Un avis que ne partage pas du tout Allougbine Dine. Pour le directeur du festival du théâtre du Bénin en effet, "Comme la plupart des personnes l'ont remarqué, cette pièce n'est pas digne d'un théâtre national, cela pose un discrédit sur le théâtre camerounais. A la rigueur on peut penser que ce sont des lycéens amateurs qui l'ont conçue et présentée: rien n'est fait avec sérieux, le jeu des acteurs est minable et c'est triste de défendre un tel travail devant les jeunes qui ont foi au théâtre". Certains, ont tout simplement demandé à François Njoumoni la date de sa dernière participation à une représentation théâtrale avant les Retic 2003. Une rigueur dans la critique que plusieurs personnes ont saluée quand on sait que, les années précédentes, les espaces carrefours n'étaient pas aussi bien menés. C'est la somme de ces différentes interventions qui amènent les uns et les autres à perfectionner leur jeu.

Pour certains observateurs de la scène culturelle camerounaise, "Bien que la 12ème édition des Retic n'aie pas totalement été catastrophique, elle a, une fois de plus, mis à jour les différentes failles qui, au fil des éditions, ne cessent de s'agrandir. A un moment ou à un autre, il faudra bien qu'on se pose de sérieuses questions sur la pérennité de ce festival". A titre d'exemple, et bien que le président du comité d'organisation affirme qu’”aux Retic, on n'a pas besoin d'établir un équilibre régional en invitant des pays venus de tous les coins d'Afrique", on se rend compte que, plus le temps passe, plus les troupes et invités sélectionnés sont ciblés dans la zone Afrique-Centrale.
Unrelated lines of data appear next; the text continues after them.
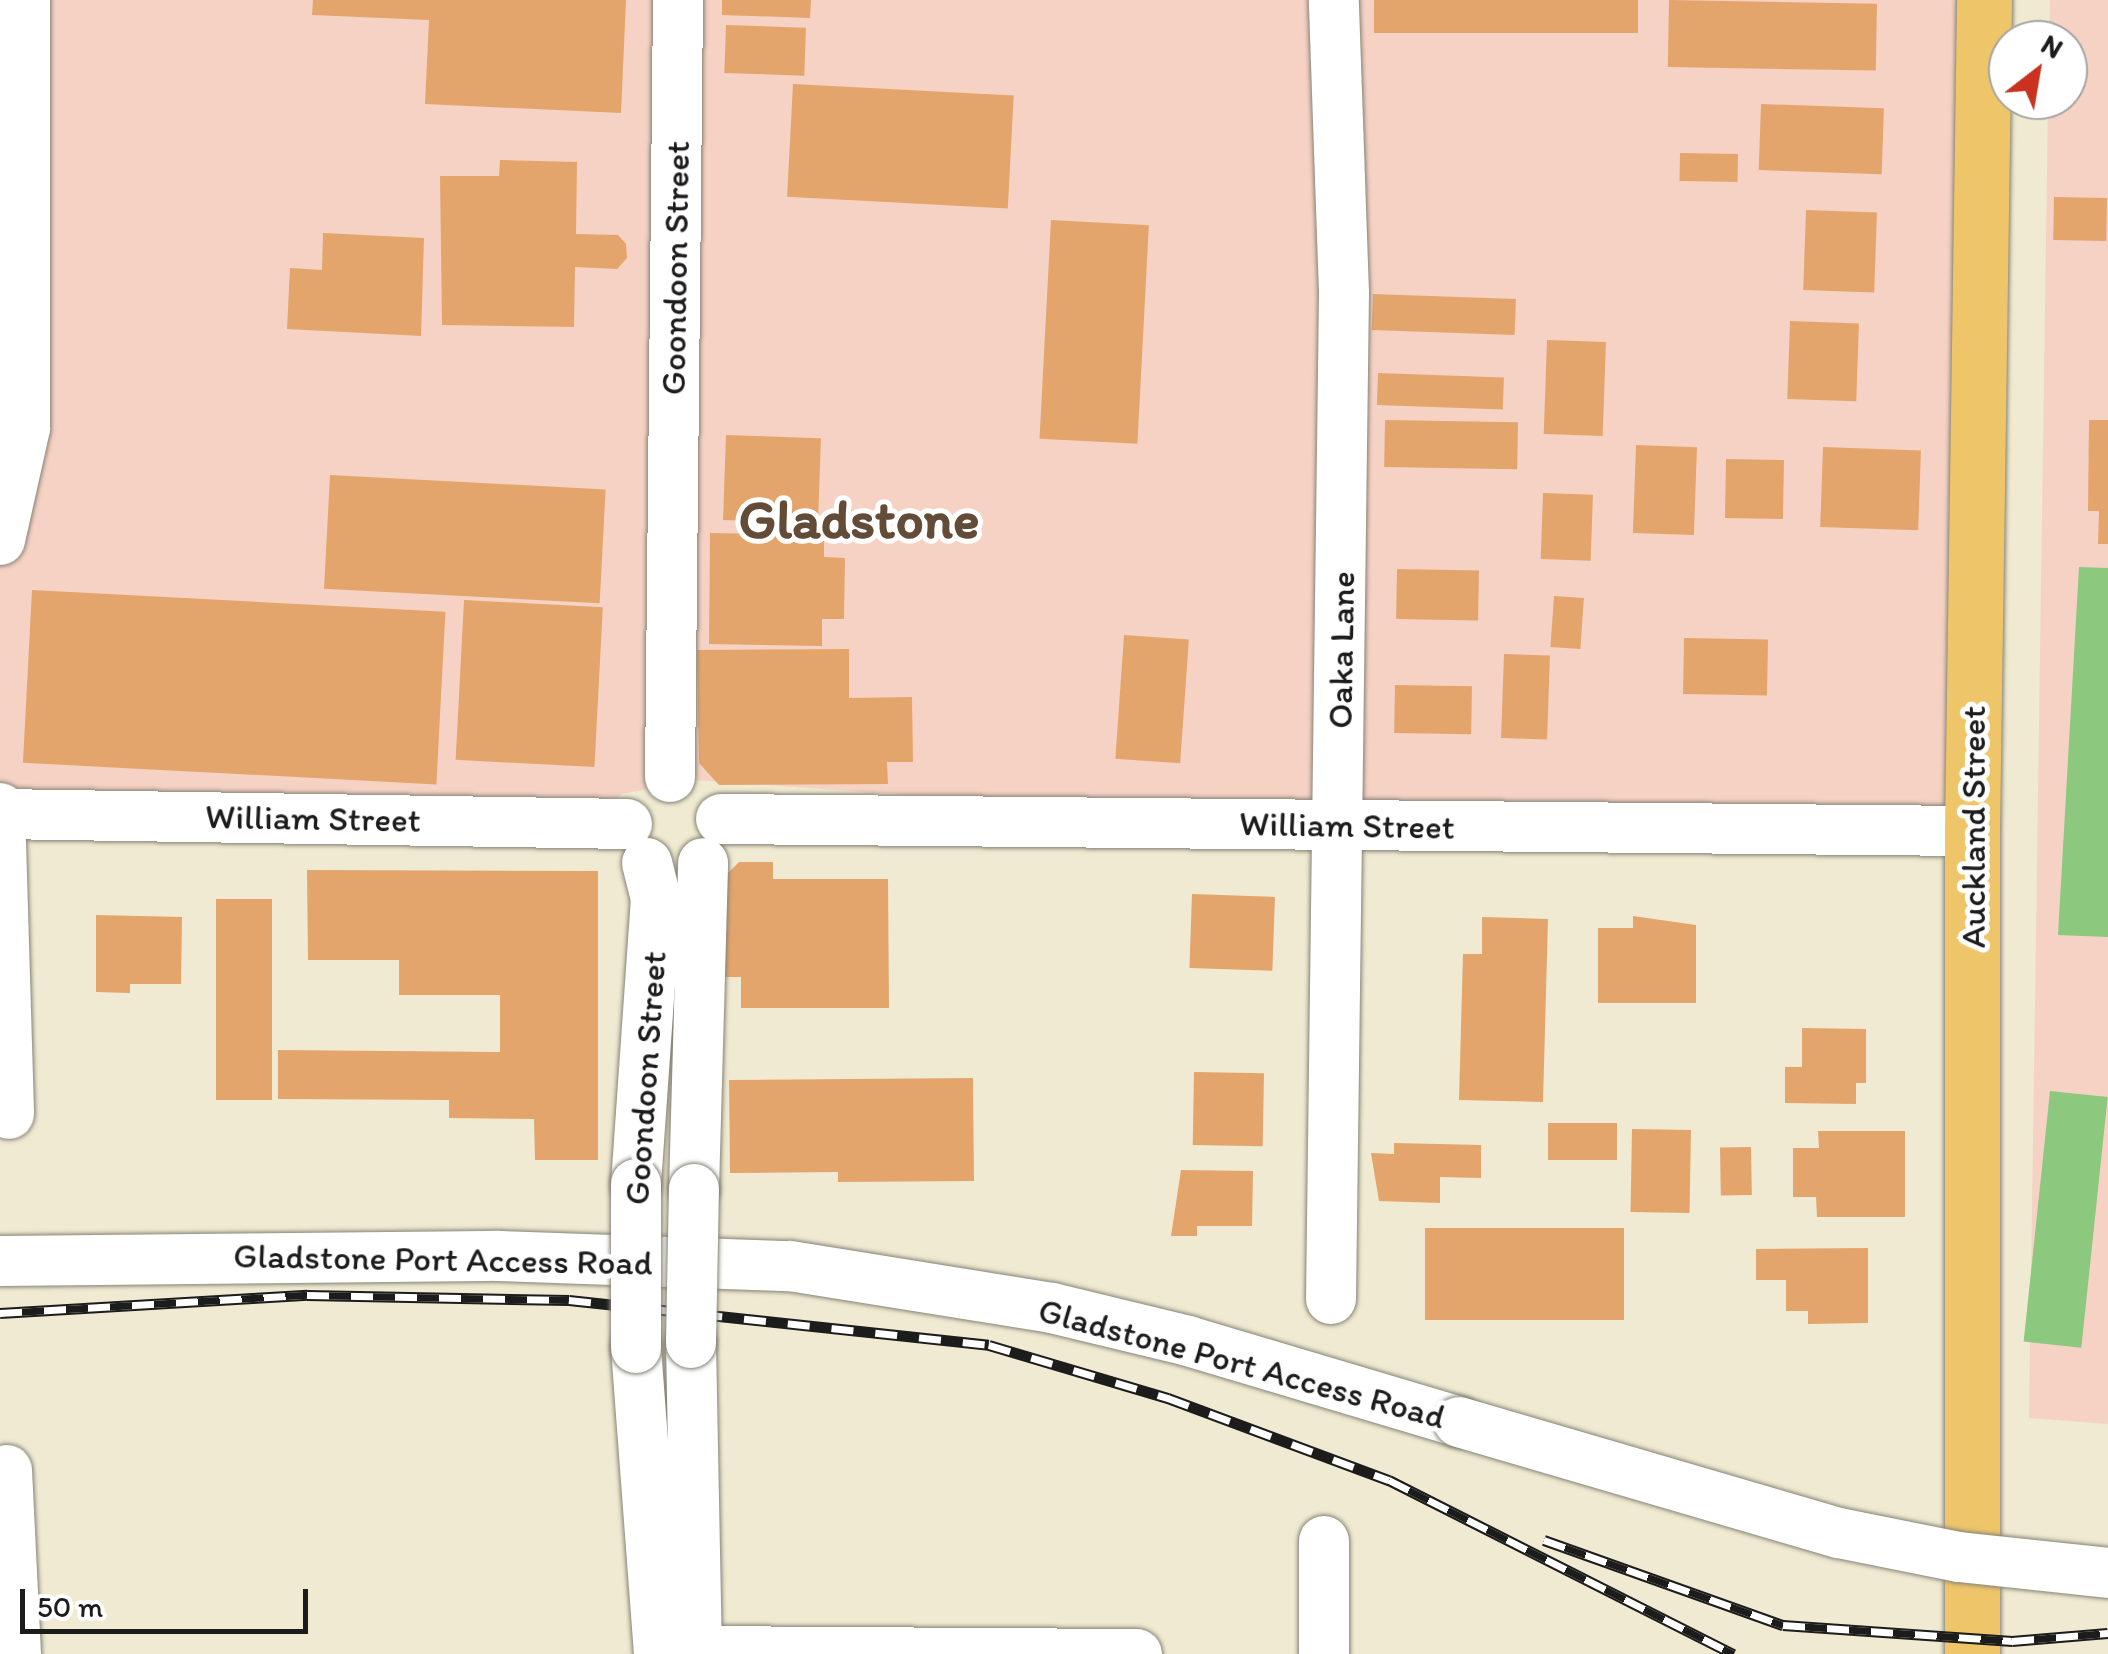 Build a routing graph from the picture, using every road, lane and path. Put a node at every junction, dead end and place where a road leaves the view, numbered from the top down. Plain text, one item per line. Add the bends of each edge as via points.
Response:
1 (25, 0) edge
2 (678, 0) edge
3 (1334, 0) edge
4 (1984, 0) edge
5 (0, 540) edge
6 (670, 777) junction
7 (0, 812) edge
8 (1339, 825) junction
9 (1972, 830) junction
10 (712, 841) junction
11 (637, 844) junction
12 (9, 1114) dead end
13 (0, 1262) edge
14 (1331, 1300) dead end
15 (8, 1470) dead end
16 (1324, 1540) dead end
17 (2108, 1573) edge
18 (685, 1653) edge
19 (16, 1654) edge
20 (1137, 1654) edge
21 (1324, 1654) edge
22 (1972, 1654) edge

1 - 5 street via 25,428
2 - 6 street, Goondoon Street
3 - 8 street, Oaka Lane via 1344,293
4 - 9 main road, Auckland Street
6 - 10 street via 710,793
6 - 11 street via 635,797
7 - 11 street, William Street
7 - 12 street
8 - 9 street, William Street
8 - 10 street, William Street
8 - 14 street, Oaka Lane
9 - 22 main road, Auckland Street
10 - 11 street via 675,872
10 - 18 street, Goondoon Street, bridge via 694,1189
11 - 18 street, Goondoon Street, bridge via 656,899 636,1184 636,1348
13 - 17 street, Gladstone Port Access Road, bridge via 499,1256 790,1266 1052,1308 1188,1340 1839,1533
15 - 19 street
16 - 21 street
18 - 20 street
Ainsi, alors qu'à la 4ème édition, sur vingt-six compagnies invitées, on ne retrouvait que quatre représentants de la zone Afrique Centrale, et qu'à la dernière édition, sur les dix compagnies présentes, il y en avait sept venues d'Afrique Centrale. "Nous faisons la promotion de la qualité des spectacles, et non de la quantité", s'explique Ambroise Mbia qui avoue cependant vouloir donner plus de chances au théâtre de la Sous-région à travers son festival.